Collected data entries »
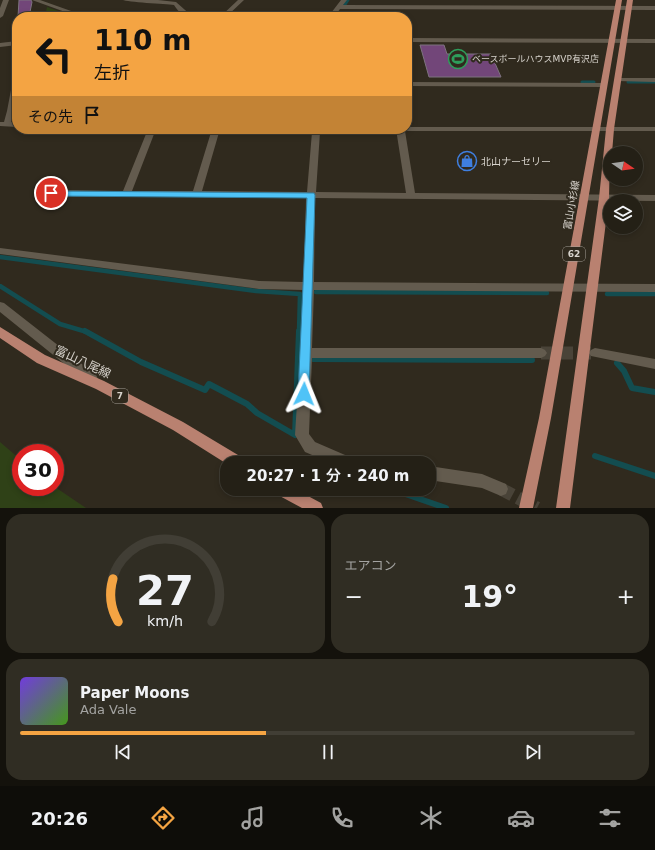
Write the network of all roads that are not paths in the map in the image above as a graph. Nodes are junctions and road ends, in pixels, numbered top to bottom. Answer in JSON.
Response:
{"nodes":[{"id":1,"x":6,"y":0,"type":"edge"},
{"id":2,"x":35,"y":0,"type":"edge"},
{"id":3,"x":126,"y":0,"type":"edge"},
{"id":4,"x":241,"y":0,"type":"edge"},
{"id":5,"x":344,"y":0,"type":"edge"},
{"id":6,"x":551,"y":0,"type":"edge"},
{"id":7,"x":618,"y":4,"type":"edge"},
{"id":8,"x":630,"y":4,"type":"edge"},
{"id":9,"x":339,"y":7,"type":"junction"},
{"id":10,"x":555,"y":7,"type":"junction"},
{"id":11,"x":655,"y":8,"type":"edge"},
{"id":12,"x":71,"y":12,"type":"edge"},
{"id":13,"x":184,"y":12,"type":"edge"},
{"id":14,"x":228,"y":12,"type":"edge"},
{"id":15,"x":335,"y":12,"type":"edge"},
{"id":16,"x":0,"y":16,"type":"edge"},
{"id":17,"x":412,"y":40,"type":"edge"},
{"id":18,"x":611,"y":41,"type":"junction"},
{"id":19,"x":624,"y":41,"type":"junction"},
{"id":20,"x":655,"y":41,"type":"edge"},
{"id":21,"x":12,"y":44,"type":"edge"},
{"id":22,"x":0,"y":45,"type":"edge"},
{"id":23,"x":619,"y":80,"type":"junction"},
{"id":24,"x":655,"y":80,"type":"edge"},
{"id":25,"x":412,"y":84,"type":"edge"},
{"id":26,"x":604,"y":85,"type":"junction"},
{"id":27,"x":12,"y":105,"type":"edge"},
{"id":28,"x":3,"y":124,"type":"edge"},
{"id":29,"x":412,"y":129,"type":"edge"},
{"id":30,"x":595,"y":129,"type":"junction"},
{"id":31,"x":610,"y":129,"type":"junction"},
{"id":32,"x":655,"y":129,"type":"edge"},
{"id":33,"x":150,"y":134,"type":"edge"},
{"id":34,"x":215,"y":134,"type":"edge"},
{"id":35,"x":316,"y":134,"type":"edge"},
{"id":36,"x":401,"y":134,"type":"edge"},
{"id":37,"x":51,"y":193,"type":"dead end"},
{"id":38,"x":126,"y":194,"type":"junction"},
{"id":39,"x":197,"y":194,"type":"junction"},
{"id":40,"x":604,"y":194,"type":"edge"},
{"id":41,"x":311,"y":195,"type":"junction"},
{"id":42,"x":411,"y":196,"type":"junction"},
{"id":43,"x":585,"y":197,"type":"junction"},
{"id":44,"x":603,"y":198,"type":"edge"},
{"id":45,"x":643,"y":198,"type":"edge"},
{"id":46,"x":655,"y":198,"type":"edge"},
{"id":47,"x":603,"y":205,"type":"edge"},
{"id":48,"x":0,"y":251,"type":"edge"},
{"id":49,"x":309,"y":286,"type":"junction"},
{"id":50,"x":591,"y":287,"type":"junction"},
{"id":51,"x":568,"y":288,"type":"junction"},
{"id":52,"x":655,"y":288,"type":"edge"},
{"id":53,"x":0,"y":306,"type":"edge"},
{"id":54,"x":0,"y":332,"type":"edge"},
{"id":55,"x":305,"y":353,"type":"junction"},
{"id":56,"x":541,"y":353,"type":"tunnel mouth"},
{"id":57,"x":595,"y":354,"type":"tunnel mouth"},
{"id":58,"x":655,"y":364,"type":"edge"},
{"id":59,"x":100,"y":385,"type":"junction"},
{"id":60,"x":227,"y":456,"type":"edge"},
{"id":61,"x":331,"y":456,"type":"edge"},
{"id":62,"x":436,"y":475,"type":"edge"},
{"id":63,"x":501,"y":489,"type":"tunnel mouth"},
{"id":64,"x":294,"y":496,"type":"edge"},
{"id":65,"x":316,"y":508,"type":"edge"},
{"id":66,"x":526,"y":508,"type":"edge"},
{"id":67,"x":563,"y":508,"type":"edge"}],
"edges":[{"from":1,"to":16,"type":"street"},
{"from":2,"to":12,"type":"street"},
{"from":3,"to":13,"type":"street"},
{"from":4,"to":14,"type":"street"},
{"from":5,"to":9,"type":"street"},
{"from":6,"to":10,"type":"street"},
{"from":7,"to":8,"type":"street"},
{"from":7,"to":10,"type":"street"},
{"from":7,"to":18,"type":"main road","name":"富山小杉線","number":"62"},
{"from":8,"to":11,"type":"street"},
{"from":8,"to":19,"type":"main road","number":"62"},
{"from":9,"to":10,"type":"street"},
{"from":9,"to":15,"type":"street"},
{"from":17,"to":18,"type":"street"},
{"from":18,"to":19,"type":"street"},
{"from":18,"to":26,"type":"main road","name":"富山小杉線","number":"62"},
{"from":19,"to":20,"type":"street"},
{"from":19,"to":23,"type":"main road","number":"62"},
{"from":21,"to":22,"type":"street"},
{"from":23,"to":24,"type":"street"},
{"from":23,"to":31,"type":"main road","number":"62"},
{"from":25,"to":26,"type":"street"},
{"from":26,"to":30,"type":"main road","name":"富山小杉線","number":"62"},
{"from":27,"to":28,"type":"street"},
{"from":29,"to":30,"type":"street"},
{"from":30,"to":31,"type":"street"},
{"from":30,"to":43,"type":"main road","name":"富山小杉線","number":"62"},
{"from":31,"to":32,"type":"street"},
{"from":31,"to":40,"type":"main road","number":"62"},
{"from":33,"to":38,"type":"street"},
{"from":34,"to":39,"type":"street"},
{"from":35,"to":41,"type":"street"},
{"from":36,"to":42,"type":"street"},
{"from":37,"to":38,"type":"street"},
{"from":38,"to":39,"type":"street"},
{"from":39,"to":41,"type":"street"},
{"from":41,"to":42,"type":"street"},
{"from":41,"to":49,"type":"street"},
{"from":42,"to":43,"type":"street"},
{"from":43,"to":44,"type":"street"},
{"from":43,"to":51,"type":"main road","name":"富山小杉線","number":"62"},
{"from":45,"to":46,"type":"street"},
{"from":47,"to":50,"type":"main road","number":"62"},
{"from":48,"to":49,"type":"street"},
{"from":49,"to":51,"type":"street"},
{"from":49,"to":55,"type":"street"},
{"from":50,"to":51,"type":"street"},
{"from":50,"to":52,"type":"street"},
{"from":50,"to":67,"type":"main road","number":"62"},
{"from":51,"to":66,"type":"main road","name":"富山小杉線","number":"62"},
{"from":53,"to":59,"type":"street"},
{"from":54,"to":59,"type":"main road","name":"富山八尾線","number":"7"},
{"from":55,"to":56,"type":"street"},
{"from":55,"to":61,"type":"street"},
{"from":57,"to":58,"type":"street"},
{"from":59,"to":60,"type":"main road","name":"富山八尾線","number":"7"},
{"from":62,"to":63,"type":"street"},
{"from":64,"to":65,"type":"main road"}]}
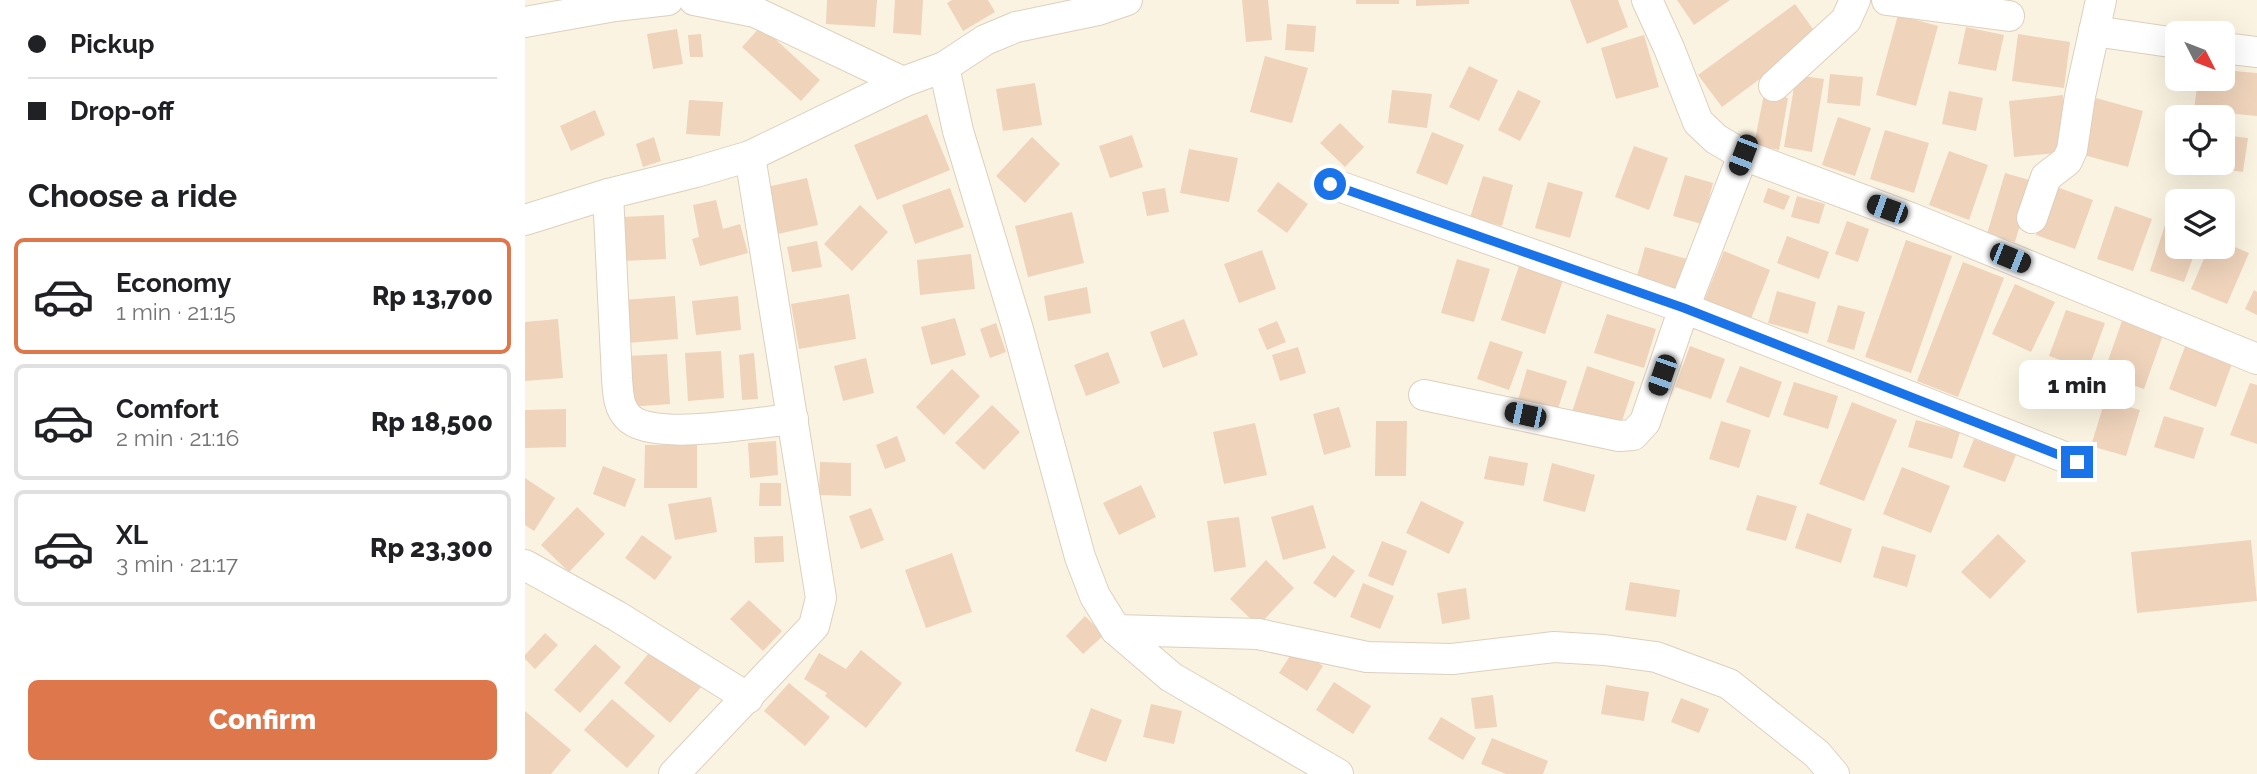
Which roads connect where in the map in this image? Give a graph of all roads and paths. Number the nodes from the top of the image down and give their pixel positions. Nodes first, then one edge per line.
1 (668, 0) edge
2 (694, 0) edge
3 (1127, 0) edge
4 (1647, 0) edge
5 (1855, 0) edge
6 (1887, 0) edge
7 (2101, 0) edge
8 (2008, 16) dead end
9 (525, 22) edge
10 (2094, 31) junction
11 (2165, 41) edge
12 (2235, 49) edge
13 (2257, 52) edge
14 (944, 67) junction
15 (903, 82) junction
16 (1774, 86) dead end
17 (1743, 155) junction
18 (750, 156) junction
19 (1330, 184) dead end
20 (608, 194) junction
21 (2032, 218) dead end
22 (525, 220) edge
23 (1684, 308) junction
24 (2257, 359) edge
25 (1424, 395) dead end
26 (793, 419) junction
27 (2077, 462) dead end
28 (525, 565) edge
29 (1116, 630) junction
30 (748, 698) junction
31 (674, 774) edge
32 (1338, 774) edge
33 (1834, 774) edge

1 - 9 street
2 - 15 street
3 - 14 street
4 - 17 street
5 - 16 street
6 - 8 street
7 - 10 street
10 - 11 street
10 - 21 street
12 - 13 street
14 - 15 street
14 - 29 street
15 - 18 street
17 - 23 street
17 - 24 street
18 - 20 street
18 - 26 street
19 - 23 street
20 - 22 street
20 - 26 street
23 - 25 street
23 - 27 street
26 - 30 street
28 - 30 street
29 - 32 street
29 - 33 street
30 - 31 street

PROBLEM DETAILS » Would you quote, exactly and only, the lines from the one containing "Which roads connect" to the end of the entries?

RESPONSE TO THE EXERCISE »
Which roads connect where in the map in this image? Give a graph of all roads and paths. Number the nodes from the top of the image down and give their pixel positions. Nodes first, then one edge per line.
1 (668, 0) edge
2 (694, 0) edge
3 (1127, 0) edge
4 (1647, 0) edge
5 (1855, 0) edge
6 (1887, 0) edge
7 (2101, 0) edge
8 (2008, 16) dead end
9 (525, 22) edge
10 (2094, 31) junction
11 (2165, 41) edge
12 (2235, 49) edge
13 (2257, 52) edge
14 (944, 67) junction
15 (903, 82) junction
16 (1774, 86) dead end
17 (1743, 155) junction
18 (750, 156) junction
19 (1330, 184) dead end
20 (608, 194) junction
21 (2032, 218) dead end
22 (525, 220) edge
23 (1684, 308) junction
24 (2257, 359) edge
25 (1424, 395) dead end
26 (793, 419) junction
27 (2077, 462) dead end
28 (525, 565) edge
29 (1116, 630) junction
30 (748, 698) junction
31 (674, 774) edge
32 (1338, 774) edge
33 (1834, 774) edge

1 - 9 street
2 - 15 street
3 - 14 street
4 - 17 street
5 - 16 street
6 - 8 street
7 - 10 street
10 - 11 street
10 - 21 street
12 - 13 street
14 - 15 street
14 - 29 street
15 - 18 street
17 - 23 street
17 - 24 street
18 - 20 street
18 - 26 street
19 - 23 street
20 - 22 street
20 - 26 street
23 - 25 street
23 - 27 street
26 - 30 street
28 - 30 street
29 - 32 street
29 - 33 street
30 - 31 street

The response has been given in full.